Development of a high-resolution optical inertial sensor for sub-Hz seismic isolation


Precision engineering tasks require active isolation systems that are efficient especially at low frequencies. The limitations of such control systems include the resolution of the sensor used and the magnetic coupling between the sensor and the actuator. In order to bypass these limitations, inertial sensors using Michelson interferometer are being developed. A first prototype has been built and tested. It has been shown that it has a sub-nanometer resolution over a large frequency range, extending from 0.1 Hz to 100 Hz. To further improve the resolution, a new optical design will be presented in this paper. The elements of the setup are chosen to lower the noise of the whole system. Actually, two main sources of noise can be reduced. The first one is due to the optical components, inducing a phase shift which is converted into a displacement error. The second is a consequence of the pendulum movement of the piece/spring holding the moving mass. It couples the vertical translation and the rotation.
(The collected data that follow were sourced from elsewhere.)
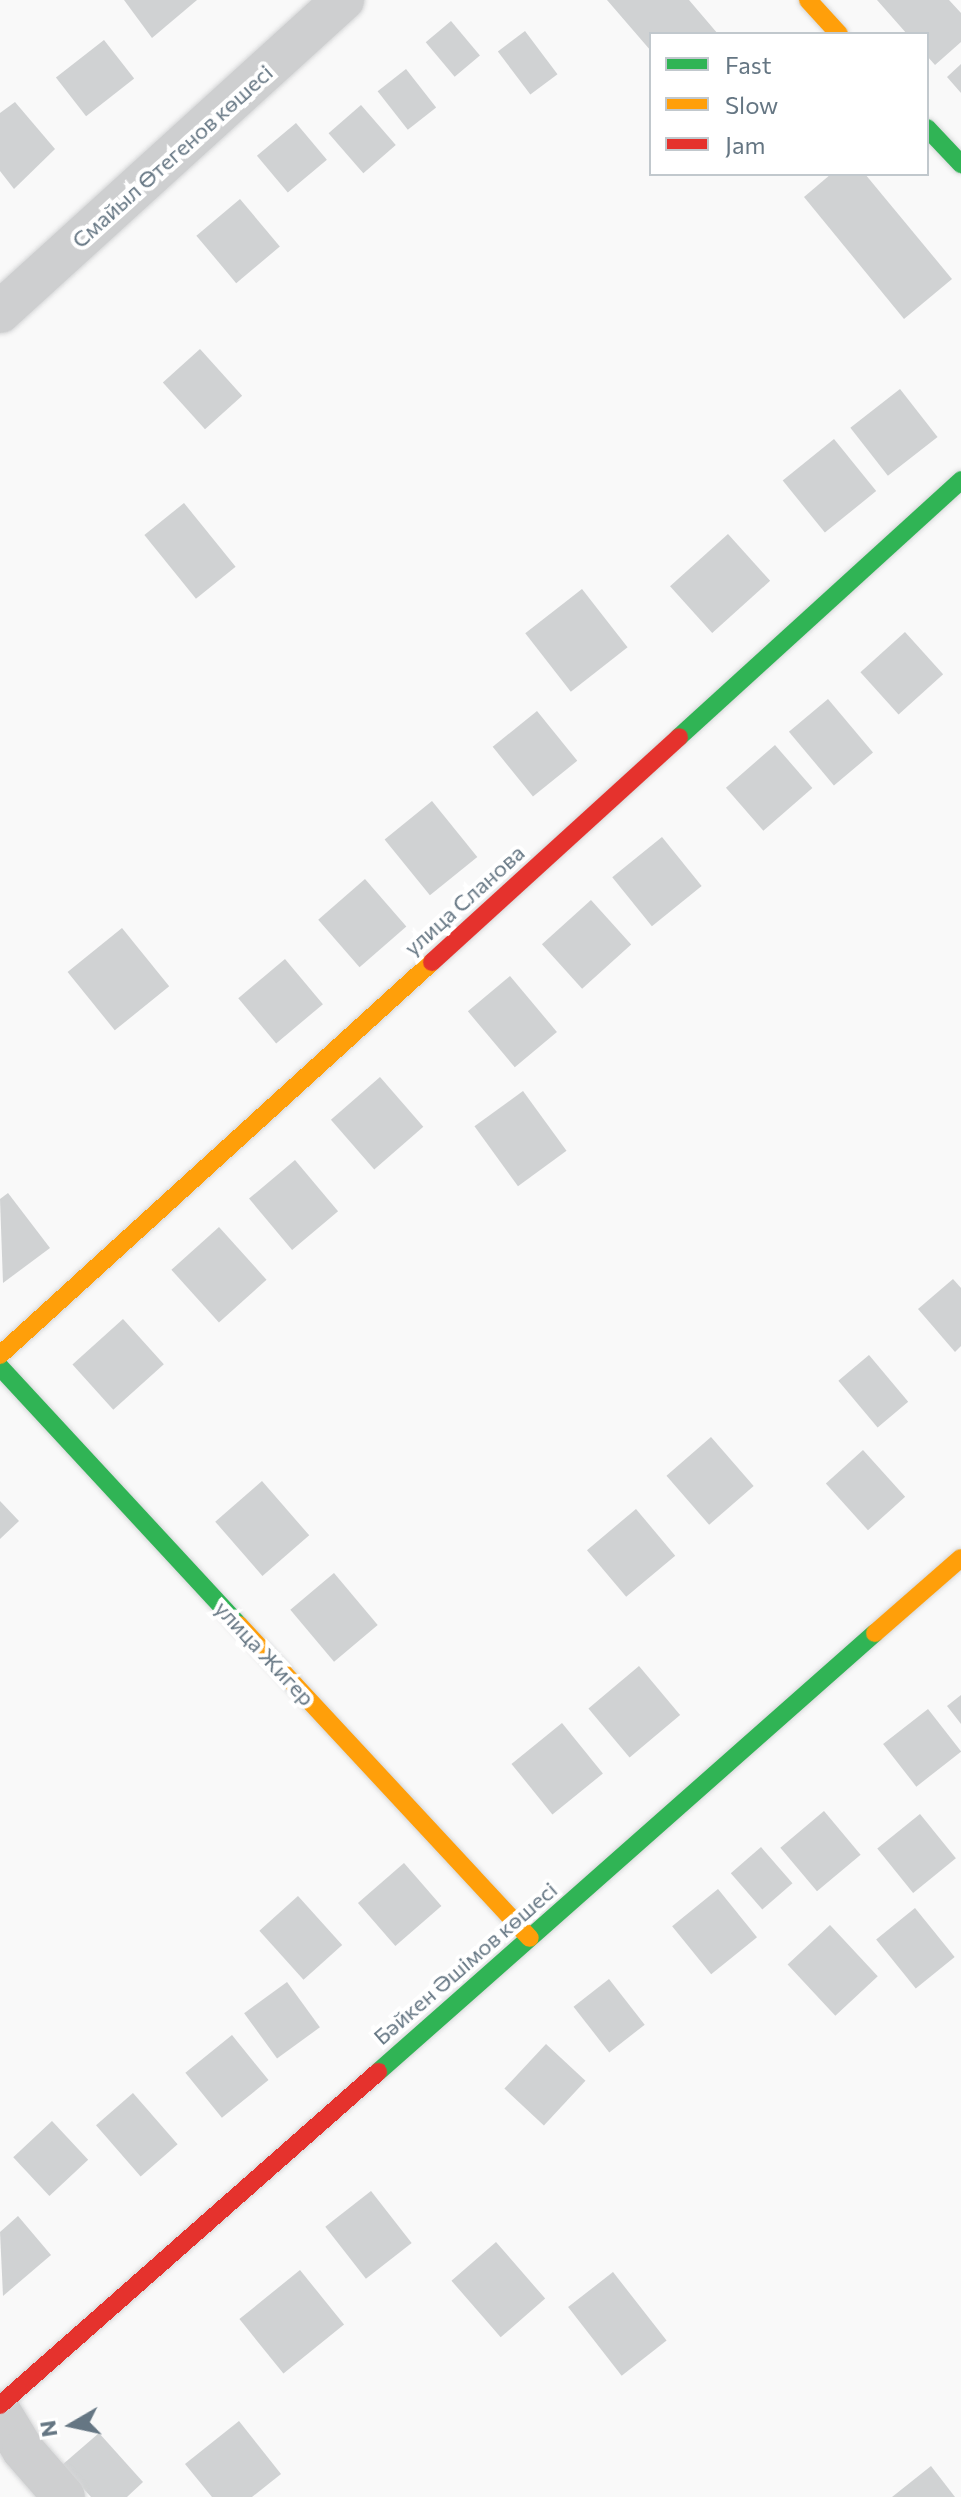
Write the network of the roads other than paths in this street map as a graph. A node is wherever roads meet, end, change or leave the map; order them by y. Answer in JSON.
{"nodes":[{"id":1,"x":343,"y":0,"type":"edge"},
{"id":2,"x":808,"y":0,"type":"edge"},
{"id":3,"x":837,"y":32,"type":"edge"},
{"id":4,"x":929,"y":130,"type":"edge"},
{"id":5,"x":961,"y":164,"type":"edge"},
{"id":6,"x":0,"y":312,"type":"edge"},
{"id":7,"x":961,"y":480,"type":"edge"},
{"id":8,"x":0,"y":1355,"type":"edge"},
{"id":9,"x":0,"y":1367,"type":"edge"},
{"id":10,"x":961,"y":1558,"type":"edge"},
{"id":11,"x":530,"y":1938,"type":"junction"},
{"id":12,"x":0,"y":2405,"type":"edge"},
{"id":13,"x":0,"y":2412,"type":"edge"},
{"id":14,"x":64,"y":2497,"type":"edge"}],
"edges":[{"from":1,"to":6,"type":"street","name":"Смайыл Өтегенов көшесі"},
{"from":2,"to":3,"type":"street"},
{"from":4,"to":5,"type":"street"},
{"from":7,"to":8,"type":"street","name":"улица Сланова"},
{"from":9,"to":11,"type":"street","name":"улица Жигер"},
{"from":10,"to":11,"type":"street","name":"Бәйкен Әшімов көшесі"},
{"from":11,"to":12,"type":"street","name":"Бәйкен Әшімов көшесі"},
{"from":13,"to":14,"type":"street"}]}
By choosing correctly the optical components, the first source can be diminished. The resolution reached is compared with that predicted by the optical model implemented on MATLAB. With the best optical resolution of the setup achieved, the interferometer had been integrated into a STS1 seismometer to reduce the pendulum movement. The optical sensor replaces the conventional capacitive sensor of the device without disturbing the mechanical parts. The resulting modified STS1 has a spectral resolution below 10^(-13) m/rtHz, while at the same time is insensitive to magnetic field. The final objective of this research consists in introducing the inertial sensor into a single-axis isolation system equipped with a voice coil actuator. In feedback configuration, the setup will allow to reach an unprecedented high level of isolation, opening a new window in gravimetry and gravitational wave detection.